Intrigado com o fato de organismos vivos serem capazes de manter seus processos de vida em condições de não-equilíbrio Prigogine enxergou a importância das equações não-lineares. Desenvolveu então uma nova termodinâmica não-linear que descreve o fenômeno de auto organização em sistemas abertos afastados do equilíbrio, onde a dissipação pode levar a uma nova ordem através de flutuações amplificadas por laços de realimentação positiva. Enfatizou também que as características de uma estrutura dissipativa não podem ser encaradas somente pelas propriedades de suas partes, mas são consequência de uma organização do sistema em si. No ponto de transição do equilíbrio para o não equilíbrio o sistema se comporta como um todo, emergindo então um novo padrão. Devido às iterações repetidas durante o processo qualquer variação ínfima pode tornar impossível qualquer previsão. Neste momento o paradigma mecanicista newtoniano totalmente causal e determinado dá espaço para a imprevisibilidade e probabilidade, onde o sistema estudado está regido sob uma verdadeira interação entre flutuações, mas ainda sob leis deterministas. (Prigogine, 2006). (grifos nossos)
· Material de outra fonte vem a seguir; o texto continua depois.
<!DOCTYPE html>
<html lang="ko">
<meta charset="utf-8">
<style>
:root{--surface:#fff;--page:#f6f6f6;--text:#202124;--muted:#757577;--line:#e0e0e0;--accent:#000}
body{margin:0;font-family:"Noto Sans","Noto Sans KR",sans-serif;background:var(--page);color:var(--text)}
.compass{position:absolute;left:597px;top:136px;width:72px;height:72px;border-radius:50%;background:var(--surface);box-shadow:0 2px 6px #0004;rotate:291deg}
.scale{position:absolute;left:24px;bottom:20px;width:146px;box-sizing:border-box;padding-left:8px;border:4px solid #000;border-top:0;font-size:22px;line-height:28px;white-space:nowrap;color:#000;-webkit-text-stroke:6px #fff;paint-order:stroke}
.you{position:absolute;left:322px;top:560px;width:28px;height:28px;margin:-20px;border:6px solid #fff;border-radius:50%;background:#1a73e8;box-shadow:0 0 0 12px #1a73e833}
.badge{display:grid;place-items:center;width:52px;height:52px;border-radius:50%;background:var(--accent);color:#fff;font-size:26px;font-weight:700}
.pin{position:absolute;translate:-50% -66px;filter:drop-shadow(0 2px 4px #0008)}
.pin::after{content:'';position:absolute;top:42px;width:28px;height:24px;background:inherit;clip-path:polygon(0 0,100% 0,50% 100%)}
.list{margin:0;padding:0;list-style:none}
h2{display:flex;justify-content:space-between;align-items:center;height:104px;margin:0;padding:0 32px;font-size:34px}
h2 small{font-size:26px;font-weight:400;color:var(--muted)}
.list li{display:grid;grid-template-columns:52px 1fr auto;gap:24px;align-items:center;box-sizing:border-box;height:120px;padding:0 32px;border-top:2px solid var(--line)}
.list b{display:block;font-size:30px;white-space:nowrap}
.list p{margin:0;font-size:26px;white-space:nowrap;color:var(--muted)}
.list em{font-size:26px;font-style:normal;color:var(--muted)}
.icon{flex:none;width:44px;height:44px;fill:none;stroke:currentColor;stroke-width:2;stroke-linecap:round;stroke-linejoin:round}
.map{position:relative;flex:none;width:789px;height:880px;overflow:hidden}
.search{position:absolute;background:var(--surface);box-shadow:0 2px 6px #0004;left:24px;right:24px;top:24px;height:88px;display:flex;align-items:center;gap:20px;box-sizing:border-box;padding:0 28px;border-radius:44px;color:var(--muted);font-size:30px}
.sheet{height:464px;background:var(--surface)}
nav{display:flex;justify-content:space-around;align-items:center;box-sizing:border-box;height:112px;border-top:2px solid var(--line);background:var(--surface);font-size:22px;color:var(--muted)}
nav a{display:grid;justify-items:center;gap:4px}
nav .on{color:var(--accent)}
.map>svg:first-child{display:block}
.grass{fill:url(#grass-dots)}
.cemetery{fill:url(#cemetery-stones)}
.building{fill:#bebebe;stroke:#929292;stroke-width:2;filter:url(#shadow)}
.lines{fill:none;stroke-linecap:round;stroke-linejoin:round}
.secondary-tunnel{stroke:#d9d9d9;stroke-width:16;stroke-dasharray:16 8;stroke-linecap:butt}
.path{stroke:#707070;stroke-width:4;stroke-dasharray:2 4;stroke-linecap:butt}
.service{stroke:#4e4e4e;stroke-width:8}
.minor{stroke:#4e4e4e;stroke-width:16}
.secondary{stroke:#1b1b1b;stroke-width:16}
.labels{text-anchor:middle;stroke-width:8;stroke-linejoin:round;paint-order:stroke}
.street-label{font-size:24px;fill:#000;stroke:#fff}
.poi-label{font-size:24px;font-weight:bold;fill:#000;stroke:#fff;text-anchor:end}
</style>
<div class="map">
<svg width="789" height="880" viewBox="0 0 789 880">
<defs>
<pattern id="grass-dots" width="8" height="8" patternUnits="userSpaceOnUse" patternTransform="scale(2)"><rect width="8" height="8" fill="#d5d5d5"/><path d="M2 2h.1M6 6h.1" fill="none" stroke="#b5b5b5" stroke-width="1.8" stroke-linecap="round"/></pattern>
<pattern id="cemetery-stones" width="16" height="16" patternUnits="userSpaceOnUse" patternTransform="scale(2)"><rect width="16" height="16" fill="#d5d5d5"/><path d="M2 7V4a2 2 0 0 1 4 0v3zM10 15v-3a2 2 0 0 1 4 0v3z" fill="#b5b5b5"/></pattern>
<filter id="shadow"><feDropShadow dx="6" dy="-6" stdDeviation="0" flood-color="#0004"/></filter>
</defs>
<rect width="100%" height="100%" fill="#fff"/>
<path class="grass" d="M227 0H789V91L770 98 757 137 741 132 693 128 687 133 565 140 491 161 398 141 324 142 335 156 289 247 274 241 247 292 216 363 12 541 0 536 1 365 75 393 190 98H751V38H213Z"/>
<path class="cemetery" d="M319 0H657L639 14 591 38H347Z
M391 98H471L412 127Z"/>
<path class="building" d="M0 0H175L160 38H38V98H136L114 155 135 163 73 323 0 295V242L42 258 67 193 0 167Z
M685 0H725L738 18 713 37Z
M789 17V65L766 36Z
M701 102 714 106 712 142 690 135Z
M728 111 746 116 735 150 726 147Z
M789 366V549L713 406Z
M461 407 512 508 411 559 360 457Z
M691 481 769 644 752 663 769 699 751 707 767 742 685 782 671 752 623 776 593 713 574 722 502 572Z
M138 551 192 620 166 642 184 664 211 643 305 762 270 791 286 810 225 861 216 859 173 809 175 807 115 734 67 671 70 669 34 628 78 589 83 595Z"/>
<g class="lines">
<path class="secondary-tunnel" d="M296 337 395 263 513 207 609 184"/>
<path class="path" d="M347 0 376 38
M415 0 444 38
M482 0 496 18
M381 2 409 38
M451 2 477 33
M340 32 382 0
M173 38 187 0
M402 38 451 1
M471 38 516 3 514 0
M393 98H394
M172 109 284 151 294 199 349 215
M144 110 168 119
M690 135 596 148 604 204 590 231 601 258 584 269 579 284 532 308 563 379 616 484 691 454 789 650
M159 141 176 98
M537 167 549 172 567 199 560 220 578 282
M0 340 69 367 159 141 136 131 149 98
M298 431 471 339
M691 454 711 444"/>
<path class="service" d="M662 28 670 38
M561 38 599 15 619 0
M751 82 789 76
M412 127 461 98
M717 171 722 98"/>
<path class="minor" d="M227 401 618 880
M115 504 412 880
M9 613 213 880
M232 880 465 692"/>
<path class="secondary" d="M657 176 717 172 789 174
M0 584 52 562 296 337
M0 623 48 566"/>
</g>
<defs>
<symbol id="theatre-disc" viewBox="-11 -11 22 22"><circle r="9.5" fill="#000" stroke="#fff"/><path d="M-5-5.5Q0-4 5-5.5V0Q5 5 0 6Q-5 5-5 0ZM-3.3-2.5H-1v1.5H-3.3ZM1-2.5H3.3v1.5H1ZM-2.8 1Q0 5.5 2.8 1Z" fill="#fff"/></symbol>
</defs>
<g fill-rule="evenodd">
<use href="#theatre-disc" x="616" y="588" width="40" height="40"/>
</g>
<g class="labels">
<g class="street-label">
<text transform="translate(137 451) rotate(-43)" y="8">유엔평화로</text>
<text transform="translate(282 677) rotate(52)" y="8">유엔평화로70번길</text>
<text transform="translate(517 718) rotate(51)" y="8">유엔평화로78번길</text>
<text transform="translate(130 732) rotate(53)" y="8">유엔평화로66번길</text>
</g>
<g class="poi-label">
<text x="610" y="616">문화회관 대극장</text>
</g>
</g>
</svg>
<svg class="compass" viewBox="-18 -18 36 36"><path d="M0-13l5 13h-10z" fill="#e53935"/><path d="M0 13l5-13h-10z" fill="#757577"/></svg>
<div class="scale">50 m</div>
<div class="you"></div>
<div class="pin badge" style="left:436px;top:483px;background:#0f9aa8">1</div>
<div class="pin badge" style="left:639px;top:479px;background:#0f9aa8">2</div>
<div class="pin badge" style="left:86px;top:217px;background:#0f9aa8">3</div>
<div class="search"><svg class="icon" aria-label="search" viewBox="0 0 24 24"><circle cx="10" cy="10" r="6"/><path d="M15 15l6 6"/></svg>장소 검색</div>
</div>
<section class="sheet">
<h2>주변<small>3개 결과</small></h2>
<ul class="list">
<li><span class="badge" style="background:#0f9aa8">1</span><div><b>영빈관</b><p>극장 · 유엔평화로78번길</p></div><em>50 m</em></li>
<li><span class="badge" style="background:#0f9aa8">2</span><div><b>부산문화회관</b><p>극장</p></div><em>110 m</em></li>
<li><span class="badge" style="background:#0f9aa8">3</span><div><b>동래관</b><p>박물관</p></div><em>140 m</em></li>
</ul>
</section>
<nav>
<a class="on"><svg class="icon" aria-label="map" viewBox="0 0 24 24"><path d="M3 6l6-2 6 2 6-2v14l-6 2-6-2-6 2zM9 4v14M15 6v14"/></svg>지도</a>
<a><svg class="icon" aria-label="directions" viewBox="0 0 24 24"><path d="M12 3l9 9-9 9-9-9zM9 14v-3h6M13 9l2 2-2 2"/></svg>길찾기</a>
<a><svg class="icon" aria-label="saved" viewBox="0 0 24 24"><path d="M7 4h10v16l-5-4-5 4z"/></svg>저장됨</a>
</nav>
O leitor neste momento deve estar se indagando: onde entra nossa Psiquiatria neste contexto? É visível o nosso uso de sistemas classificatório baseados em condições de pura linearidade, mas já foi demonstrado que o aparecimento de sintomas segue um padrão não-linear. O emprego do conceito de entropia (na forma de entropia aproximada- ApEn) em séries cardíacas e eletroencefalográficas já demonstraram padrões não identificados por medidas lineares quando relacionadas à psicopatologia (Pincus, 2003). Seguindo o mesmo raciocínio análises de EEG por meio da entropia demonstraram uma dinâmica diferenciada entre o pós e pré tratamento com antipsicóticos em esquizofrênicos, principalmente em córtex pré frontal (Takahashi et al, 2010). Seria então o momento de uma nova abordagem dentro dos constructos psiquiátricos? Talvez nomes ligados à formulação de uma nova nosologia psiquiátrica tenham se dado conta de tal fato, sendo Keneth Kendler um exemplo.